Sunday, February 17, 2013

Diesel Engine Exhaust Defining Different Smoke Color

A Smoking Diesel Engine

What Do The Different Colors Of Smoke Mean?

Thank you to the EPA Dept.

The color of the smoke coming out of a diesel engine that's not running properly or showing signs of poor mileage can tell you a lot and is the first step when you start your troubleshooting process. Smoke colors to take note of are black, white and blue.

Since there are so many different diesel engine manufacturers and configurations the plan of attack depends on the engine model especially when dealing with the fuel system. 
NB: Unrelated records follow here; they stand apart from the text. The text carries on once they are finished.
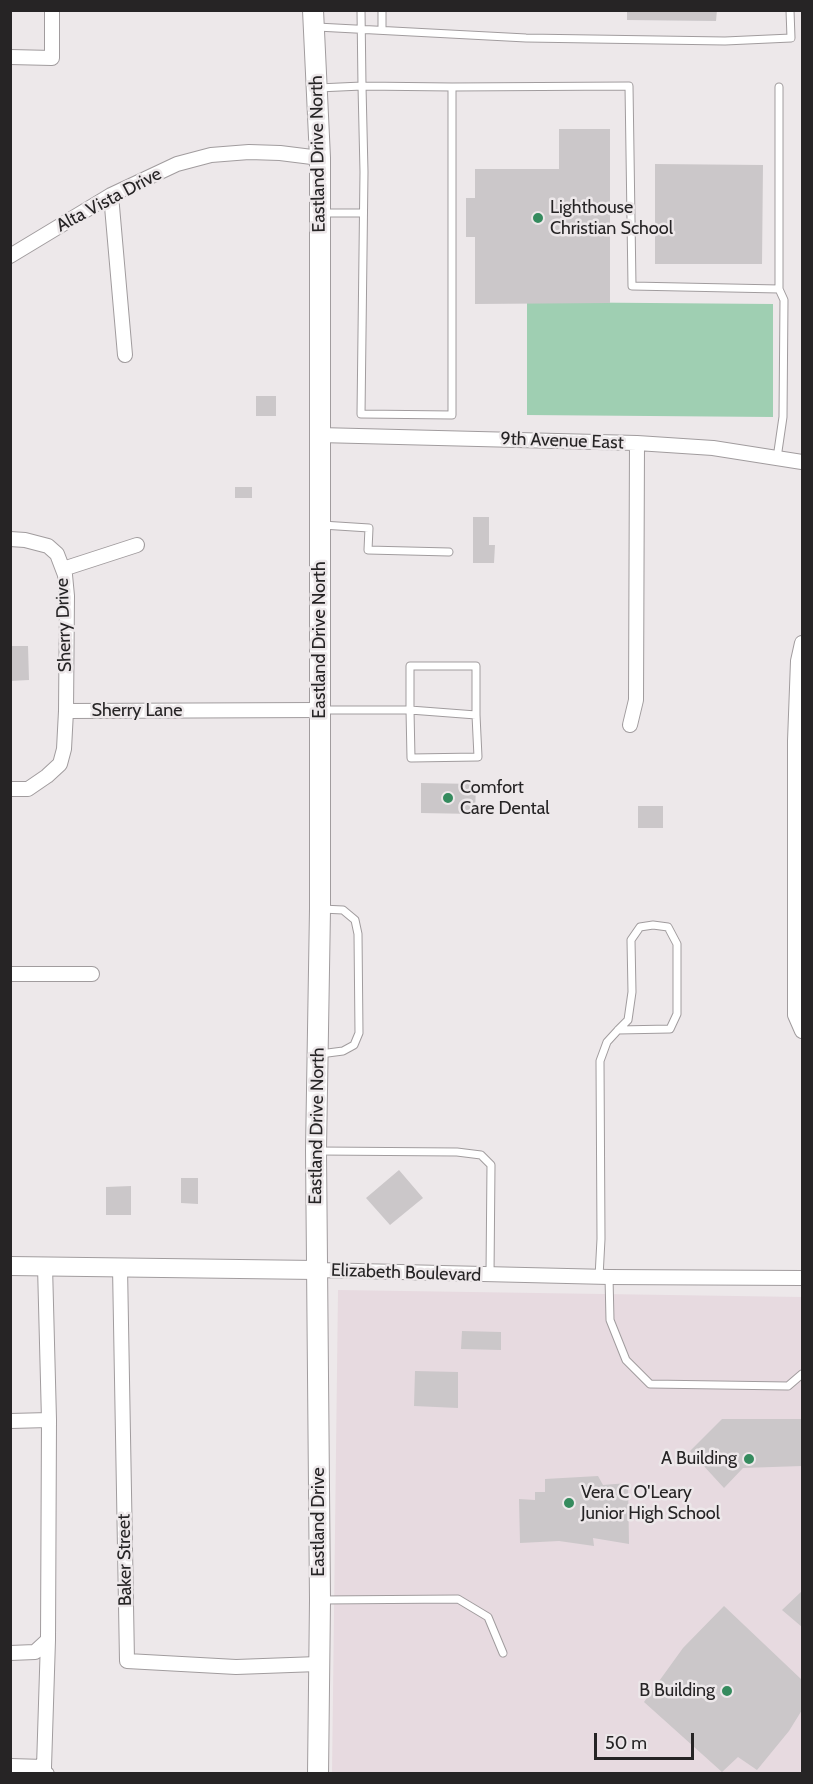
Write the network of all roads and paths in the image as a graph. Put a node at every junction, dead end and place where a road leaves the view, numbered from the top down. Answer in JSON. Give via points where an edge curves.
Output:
{"nodes":[{"id":1,"x":52,"y":10,"type":"edge"},
{"id":2,"x":361,"y":10,"type":"edge"},
{"id":3,"x":382,"y":10,"type":"edge"},
{"id":4,"x":790,"y":10,"type":"edge"},
{"id":5,"x":313,"y":19,"type":"edge"},
{"id":6,"x":361,"y":28,"type":"junction"},
{"id":7,"x":382,"y":29,"type":"junction"},
{"id":8,"x":10,"y":57,"type":"edge"},
{"id":9,"x":362,"y":86,"type":"junction"},
{"id":10,"x":452,"y":87,"type":"junction"},
{"id":11,"x":778,"y":87,"type":"dead end"},
{"id":12,"x":318,"y":88,"type":"junction"},
{"id":13,"x":320,"y":158,"type":"junction"},
{"id":14,"x":111,"y":195,"type":"junction"},
{"id":15,"x":320,"y":213,"type":"junction"},
{"id":16,"x":363,"y":213,"type":"junction"},
{"id":17,"x":10,"y":256,"type":"edge"},
{"id":18,"x":778,"y":289,"type":"junction"},
{"id":19,"x":125,"y":355,"type":"dead end"},
{"id":20,"x":319,"y":435,"type":"junction"},
{"id":21,"x":637,"y":443,"type":"junction"},
{"id":22,"x":777,"y":458,"type":"junction"},
{"id":23,"x":802,"y":462,"type":"edge"},
{"id":24,"x":320,"y":524,"type":"junction"},
{"id":25,"x":10,"y":539,"type":"edge"},
{"id":26,"x":137,"y":545,"type":"dead end"},
{"id":27,"x":449,"y":552,"type":"dead end"},
{"id":28,"x":63,"y":569,"type":"junction"},
{"id":29,"x":802,"y":643,"type":"edge"},
{"id":30,"x":320,"y":710,"type":"junction"},
{"id":31,"x":410,"y":710,"type":"junction"},
{"id":32,"x":66,"y":711,"type":"junction"},
{"id":33,"x":476,"y":715,"type":"junction"},
{"id":34,"x":630,"y":725,"type":"dead end"},
{"id":35,"x":10,"y":789,"type":"edge"},
{"id":36,"x":320,"y":909,"type":"junction"},
{"id":37,"x":10,"y":974,"type":"edge"},
{"id":38,"x":93,"y":974,"type":"dead end"},
{"id":39,"x":618,"y":1030,"type":"junction"},
{"id":40,"x":802,"y":1031,"type":"edge"},
{"id":41,"x":318,"y":1054,"type":"junction"},
{"id":42,"x":316,"y":1151,"type":"junction"},
{"id":43,"x":10,"y":1266,"type":"edge"},
{"id":44,"x":45,"y":1266,"type":"junction"},
{"id":45,"x":120,"y":1267,"type":"junction"},
{"id":46,"x":316,"y":1270,"type":"junction"},
{"id":47,"x":490,"y":1275,"type":"junction"},
{"id":48,"x":604,"y":1277,"type":"junction"},
{"id":49,"x":802,"y":1278,"type":"edge"},
{"id":50,"x":802,"y":1374,"type":"edge"},
{"id":51,"x":49,"y":1420,"type":"junction"},
{"id":52,"x":10,"y":1421,"type":"edge"},
{"id":53,"x":320,"y":1600,"type":"junction"},
{"id":54,"x":48,"y":1640,"type":"junction"},
{"id":55,"x":10,"y":1653,"type":"edge"},
{"id":56,"x":503,"y":1653,"type":"dead end"},
{"id":57,"x":318,"y":1664,"type":"junction"},
{"id":58,"x":10,"y":1766,"type":"edge"},
{"id":59,"x":45,"y":1770,"type":"edge"},
{"id":60,"x":318,"y":1773,"type":"edge"}],
"edges":[{"from":1,"to":8,"type":"street","via":[[52,58]]},
{"from":2,"to":6,"type":"lane"},
{"from":3,"to":7,"type":"lane"},
{"from":4,"to":7,"type":"lane","via":[[791,38],[526,38]]},
{"from":5,"to":6,"type":"lane"},
{"from":5,"to":12,"type":"main road","name":"Eastland Drive North"},
{"from":6,"to":7,"type":"lane"},
{"from":6,"to":9,"type":"lane"},
{"from":9,"to":10,"type":"lane"},
{"from":9,"to":12,"type":"lane"},
{"from":9,"to":16,"type":"lane"},
{"from":10,"to":16,"type":"lane","via":[[452,415],[361,414]]},
{"from":10,"to":18,"type":"lane","via":[[629,86],[632,286]]},
{"from":11,"to":18,"type":"lane"},
{"from":12,"to":13,"type":"main road","name":"Eastland Drive North"},
{"from":13,"to":14,"type":"street","name":"Alta Vista Drive","via":[[259,152],[211,155],[177,164]]},
{"from":13,"to":15,"type":"main road","name":"Eastland Drive North"},
{"from":14,"to":17,"type":"street","name":"Alta Vista Drive"},
{"from":14,"to":19,"type":"street"},
{"from":15,"to":16,"type":"lane"},
{"from":15,"to":20,"type":"main road","name":"Eastland Drive North"},
{"from":18,"to":22,"type":"lane","via":[[784,300],[784,323],[783,417]]},
{"from":20,"to":21,"type":"street","name":"9th Avenue East"},
{"from":20,"to":24,"type":"main road","name":"Eastland Drive North"},
{"from":21,"to":22,"type":"street","name":"9th Avenue East","via":[[713,448]]},
{"from":21,"to":34,"type":"street","via":[[636,700]]},
{"from":22,"to":23,"type":"street","name":"9th Avenue East"},
{"from":24,"to":27,"type":"lane","via":[[369,528],[368,550]]},
{"from":24,"to":30,"type":"main road","name":"Eastland Drive North"},
{"from":25,"to":28,"type":"street","name":"Sherry Drive","via":[[48,546],[57,554]]},
{"from":26,"to":28,"type":"street"},
{"from":28,"to":32,"type":"street","name":"Sherry Drive","via":[[67,596]]},
{"from":29,"to":40,"type":"street","via":[[795,741],[795,1015]]},
{"from":30,"to":31,"type":"lane"},
{"from":30,"to":32,"type":"street","name":"Sherry Lane"},
{"from":30,"to":36,"type":"main road","name":"Eastland Drive North"},
{"from":31,"to":33,"type":"lane"},
{"from":31,"to":33,"type":"lane","via":[[411,758],[478,757]]},
{"from":31,"to":33,"type":"lane","via":[[410,666],[476,666]]},
{"from":32,"to":35,"type":"street","name":"Sherry Lane","via":[[60,764],[28,789]]},
{"from":36,"to":41,"type":"main road","name":"Eastland Drive North"},
{"from":36,"to":41,"type":"lane","via":[[343,910],[355,920],[359,1033],[354,1045],[343,1051]]},
{"from":37,"to":38,"type":"street"},
{"from":39,"to":39,"type":"lane","via":[[628,1020],[631,940],[640,927],[668,927],[677,944],[677,1014],[670,1029]]},
{"from":39,"to":48,"type":"lane","via":[[607,1042],[600,1061]]},
{"from":41,"to":42,"type":"main road","name":"Eastland Drive North"},
{"from":42,"to":46,"type":"main road","name":"Eastland Drive North"},
{"from":42,"to":47,"type":"lane","via":[[481,1155],[491,1165]]},
{"from":43,"to":44,"type":"street","name":"Elizabeth Boulevard"},
{"from":44,"to":45,"type":"street","name":"Elizabeth Boulevard"},
{"from":44,"to":51,"type":"street"},
{"from":45,"to":46,"type":"street","name":"Elizabeth Boulevard"},
{"from":45,"to":57,"type":"street","name":"Baker Street","via":[[127,1661],[236,1667]]},
{"from":46,"to":47,"type":"street","name":"Elizabeth Boulevard"},
{"from":46,"to":53,"type":"main road","name":"Eastland Drive"},
{"from":47,"to":48,"type":"street","name":"Elizabeth Boulevard"},
{"from":48,"to":49,"type":"street","name":"Elizabeth Boulevard"},
{"from":48,"to":50,"type":"lane","via":[[610,1320],[626,1360],[650,1384],[788,1386]]},
{"from":51,"to":52,"type":"street"},
{"from":51,"to":54,"type":"street"},
{"from":53,"to":56,"type":"lane","via":[[458,1599],[488,1617]]},
{"from":53,"to":57,"type":"main road","name":"Eastland Drive"},
{"from":54,"to":55,"type":"street","via":[[36,1652]]},
{"from":54,"to":59,"type":"street"},
{"from":57,"to":60,"type":"main road","name":"Eastland Drive"},
{"from":58,"to":59,"type":"street"}]}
When there is an imbalance between air and fuel meaning too much fuel or not enough air induction Black Smoke will occur. Checks you can perform:

* Check the air filter for a restriction.
* Check for faulty injectors or injector pump.
* Check Turbocharger boost reading or inspect for any failures (turbine / compressor wheel)
* Check the cylinder head valve adjustment.

White Smoke means there is inefficient combustion within the engine cylinders.

* The engine timing or injection pump timing could be out of spec. or there is an internal failure
* Air in the fuel causing starvation to the injection system.
* Low engine compression
* A Possibility of water in the fuel

* If you get coolant loss and white smoke that will indicate a possibility of a faulty EGR or "hopefully not" a cracked block. There are several others mishaps that could happen these are just a couple examples. Case in point: We have an engine with a cracked block that was using excessive amounts of coolant and blowing white smoke out the exhaust. This is where an oil sample really comes into play. A high level of sodium indicates coolant in the engine oil.

Blue Smoke The term "burning blue" is well known and that's caused by excessive engine oil getting into the combustion chamber.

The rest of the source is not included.